## [RECORD EXTRACTS]
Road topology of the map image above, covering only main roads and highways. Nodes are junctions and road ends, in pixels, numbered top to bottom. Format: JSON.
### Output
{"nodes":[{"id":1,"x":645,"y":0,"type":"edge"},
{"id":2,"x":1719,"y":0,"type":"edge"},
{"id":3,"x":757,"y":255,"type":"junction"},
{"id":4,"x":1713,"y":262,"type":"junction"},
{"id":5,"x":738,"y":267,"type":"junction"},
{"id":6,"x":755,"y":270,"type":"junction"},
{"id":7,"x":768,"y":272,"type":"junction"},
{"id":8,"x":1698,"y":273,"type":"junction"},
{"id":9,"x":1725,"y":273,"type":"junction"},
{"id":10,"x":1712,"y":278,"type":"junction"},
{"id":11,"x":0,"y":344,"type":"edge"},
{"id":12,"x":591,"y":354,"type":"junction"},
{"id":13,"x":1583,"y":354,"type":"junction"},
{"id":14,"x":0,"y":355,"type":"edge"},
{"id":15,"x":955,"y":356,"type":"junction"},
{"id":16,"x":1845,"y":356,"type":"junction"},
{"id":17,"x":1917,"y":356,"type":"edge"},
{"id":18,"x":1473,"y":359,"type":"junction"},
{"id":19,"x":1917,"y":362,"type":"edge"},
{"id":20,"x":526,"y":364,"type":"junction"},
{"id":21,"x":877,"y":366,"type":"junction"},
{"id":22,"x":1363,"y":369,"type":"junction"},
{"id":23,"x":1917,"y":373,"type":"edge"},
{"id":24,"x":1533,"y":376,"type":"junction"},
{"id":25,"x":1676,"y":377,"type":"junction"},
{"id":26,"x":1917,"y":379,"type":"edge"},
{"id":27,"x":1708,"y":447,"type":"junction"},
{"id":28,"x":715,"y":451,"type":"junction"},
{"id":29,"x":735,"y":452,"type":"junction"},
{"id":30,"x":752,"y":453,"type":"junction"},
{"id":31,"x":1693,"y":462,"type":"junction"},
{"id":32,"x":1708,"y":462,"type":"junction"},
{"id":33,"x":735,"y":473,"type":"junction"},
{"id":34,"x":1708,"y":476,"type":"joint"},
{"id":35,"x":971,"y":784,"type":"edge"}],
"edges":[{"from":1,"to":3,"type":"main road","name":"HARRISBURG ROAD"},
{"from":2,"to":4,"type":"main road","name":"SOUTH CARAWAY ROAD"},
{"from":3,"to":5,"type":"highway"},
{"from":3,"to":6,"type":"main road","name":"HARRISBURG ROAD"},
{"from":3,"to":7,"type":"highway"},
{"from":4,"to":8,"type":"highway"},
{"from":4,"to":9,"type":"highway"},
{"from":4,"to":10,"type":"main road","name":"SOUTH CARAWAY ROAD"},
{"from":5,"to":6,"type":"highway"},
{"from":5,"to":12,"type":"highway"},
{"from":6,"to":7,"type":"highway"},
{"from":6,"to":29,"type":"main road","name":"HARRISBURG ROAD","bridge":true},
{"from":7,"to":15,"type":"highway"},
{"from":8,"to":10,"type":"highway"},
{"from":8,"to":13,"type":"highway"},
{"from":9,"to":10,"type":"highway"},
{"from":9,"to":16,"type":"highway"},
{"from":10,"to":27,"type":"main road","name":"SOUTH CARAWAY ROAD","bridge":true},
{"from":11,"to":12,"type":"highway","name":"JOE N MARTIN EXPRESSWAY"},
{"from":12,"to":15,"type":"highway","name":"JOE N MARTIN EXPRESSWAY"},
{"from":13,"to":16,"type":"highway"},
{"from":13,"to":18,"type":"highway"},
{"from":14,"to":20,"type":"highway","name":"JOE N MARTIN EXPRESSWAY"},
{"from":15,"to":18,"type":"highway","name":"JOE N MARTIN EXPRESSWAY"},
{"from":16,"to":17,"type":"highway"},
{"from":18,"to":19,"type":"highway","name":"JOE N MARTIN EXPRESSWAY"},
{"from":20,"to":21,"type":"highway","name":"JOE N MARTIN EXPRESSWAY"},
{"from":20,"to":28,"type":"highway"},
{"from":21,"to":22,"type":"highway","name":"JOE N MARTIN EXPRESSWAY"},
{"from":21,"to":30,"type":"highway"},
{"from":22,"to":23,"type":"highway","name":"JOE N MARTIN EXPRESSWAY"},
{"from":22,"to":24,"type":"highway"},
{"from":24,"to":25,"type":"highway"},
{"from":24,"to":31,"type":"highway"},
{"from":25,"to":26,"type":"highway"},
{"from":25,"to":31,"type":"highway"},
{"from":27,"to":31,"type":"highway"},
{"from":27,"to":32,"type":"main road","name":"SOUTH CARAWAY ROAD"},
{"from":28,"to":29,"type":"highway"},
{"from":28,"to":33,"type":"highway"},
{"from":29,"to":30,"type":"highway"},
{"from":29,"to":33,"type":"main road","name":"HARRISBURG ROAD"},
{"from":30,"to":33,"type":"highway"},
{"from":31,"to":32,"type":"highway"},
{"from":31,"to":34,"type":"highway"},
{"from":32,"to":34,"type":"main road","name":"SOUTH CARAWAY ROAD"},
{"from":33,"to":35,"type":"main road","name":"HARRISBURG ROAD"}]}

## [ASSIGNED TASK]
All the records above need to be printed exactly.

## [TASK SOLUTION]
Road topology of the map image above, covering only main roads and highways. Nodes are junctions and road ends, in pixels, numbered top to bottom. Format: JSON.
### Output
{"nodes":[{"id":1,"x":645,"y":0,"type":"edge"},
{"id":2,"x":1719,"y":0,"type":"edge"},
{"id":3,"x":757,"y":255,"type":"junction"},
{"id":4,"x":1713,"y":262,"type":"junction"},
{"id":5,"x":738,"y":267,"type":"junction"},
{"id":6,"x":755,"y":270,"type":"junction"},
{"id":7,"x":768,"y":272,"type":"junction"},
{"id":8,"x":1698,"y":273,"type":"junction"},
{"id":9,"x":1725,"y":273,"type":"junction"},
{"id":10,"x":1712,"y":278,"type":"junction"},
{"id":11,"x":0,"y":344,"type":"edge"},
{"id":12,"x":591,"y":354,"type":"junction"},
{"id":13,"x":1583,"y":354,"type":"junction"},
{"id":14,"x":0,"y":355,"type":"edge"},
{"id":15,"x":955,"y":356,"type":"junction"},
{"id":16,"x":1845,"y":356,"type":"junction"},
{"id":17,"x":1917,"y":356,"type":"edge"},
{"id":18,"x":1473,"y":359,"type":"junction"},
{"id":19,"x":1917,"y":362,"type":"edge"},
{"id":20,"x":526,"y":364,"type":"junction"},
{"id":21,"x":877,"y":366,"type":"junction"},
{"id":22,"x":1363,"y":369,"type":"junction"},
{"id":23,"x":1917,"y":373,"type":"edge"},
{"id":24,"x":1533,"y":376,"type":"junction"},
{"id":25,"x":1676,"y":377,"type":"junction"},
{"id":26,"x":1917,"y":379,"type":"edge"},
{"id":27,"x":1708,"y":447,"type":"junction"},
{"id":28,"x":715,"y":451,"type":"junction"},
{"id":29,"x":735,"y":452,"type":"junction"},
{"id":30,"x":752,"y":453,"type":"junction"},
{"id":31,"x":1693,"y":462,"type":"junction"},
{"id":32,"x":1708,"y":462,"type":"junction"},
{"id":33,"x":735,"y":473,"type":"junction"},
{"id":34,"x":1708,"y":476,"type":"joint"},
{"id":35,"x":971,"y":784,"type":"edge"}],
"edges":[{"from":1,"to":3,"type":"main road","name":"HARRISBURG ROAD"},
{"from":2,"to":4,"type":"main road","name":"SOUTH CARAWAY ROAD"},
{"from":3,"to":5,"type":"highway"},
{"from":3,"to":6,"type":"main road","name":"HARRISBURG ROAD"},
{"from":3,"to":7,"type":"highway"},
{"from":4,"to":8,"type":"highway"},
{"from":4,"to":9,"type":"highway"},
{"from":4,"to":10,"type":"main road","name":"SOUTH CARAWAY ROAD"},
{"from":5,"to":6,"type":"highway"},
{"from":5,"to":12,"type":"highway"},
{"from":6,"to":7,"type":"highway"},
{"from":6,"to":29,"type":"main road","name":"HARRISBURG ROAD","bridge":true},
{"from":7,"to":15,"type":"highway"},
{"from":8,"to":10,"type":"highway"},
{"from":8,"to":13,"type":"highway"},
{"from":9,"to":10,"type":"highway"},
{"from":9,"to":16,"type":"highway"},
{"from":10,"to":27,"type":"main road","name":"SOUTH CARAWAY ROAD","bridge":true},
{"from":11,"to":12,"type":"highway","name":"JOE N MARTIN EXPRESSWAY"},
{"from":12,"to":15,"type":"highway","name":"JOE N MARTIN EXPRESSWAY"},
{"from":13,"to":16,"type":"highway"},
{"from":13,"to":18,"type":"highway"},
{"from":14,"to":20,"type":"highway","name":"JOE N MARTIN EXPRESSWAY"},
{"from":15,"to":18,"type":"highway","name":"JOE N MARTIN EXPRESSWAY"},
{"from":16,"to":17,"type":"highway"},
{"from":18,"to":19,"type":"highway","name":"JOE N MARTIN EXPRESSWAY"},
{"from":20,"to":21,"type":"highway","name":"JOE N MARTIN EXPRESSWAY"},
{"from":20,"to":28,"type":"highway"},
{"from":21,"to":22,"type":"highway","name":"JOE N MARTIN EXPRESSWAY"},
{"from":21,"to":30,"type":"highway"},
{"from":22,"to":23,"type":"highway","name":"JOE N MARTIN EXPRESSWAY"},
{"from":22,"to":24,"type":"highway"},
{"from":24,"to":25,"type":"highway"},
{"from":24,"to":31,"type":"highway"},
{"from":25,"to":26,"type":"highway"},
{"from":25,"to":31,"type":"highway"},
{"from":27,"to":31,"type":"highway"},
{"from":27,"to":32,"type":"main road","name":"SOUTH CARAWAY ROAD"},
{"from":28,"to":29,"type":"highway"},
{"from":28,"to":33,"type":"highway"},
{"from":29,"to":30,"type":"highway"},
{"from":29,"to":33,"type":"main road","name":"HARRISBURG ROAD"},
{"from":30,"to":33,"type":"highway"},
{"from":31,"to":32,"type":"highway"},
{"from":31,"to":34,"type":"highway"},
{"from":32,"to":34,"type":"main road","name":"SOUTH CARAWAY ROAD"},
{"from":33,"to":35,"type":"main road","name":"HARRISBURG ROAD"}]}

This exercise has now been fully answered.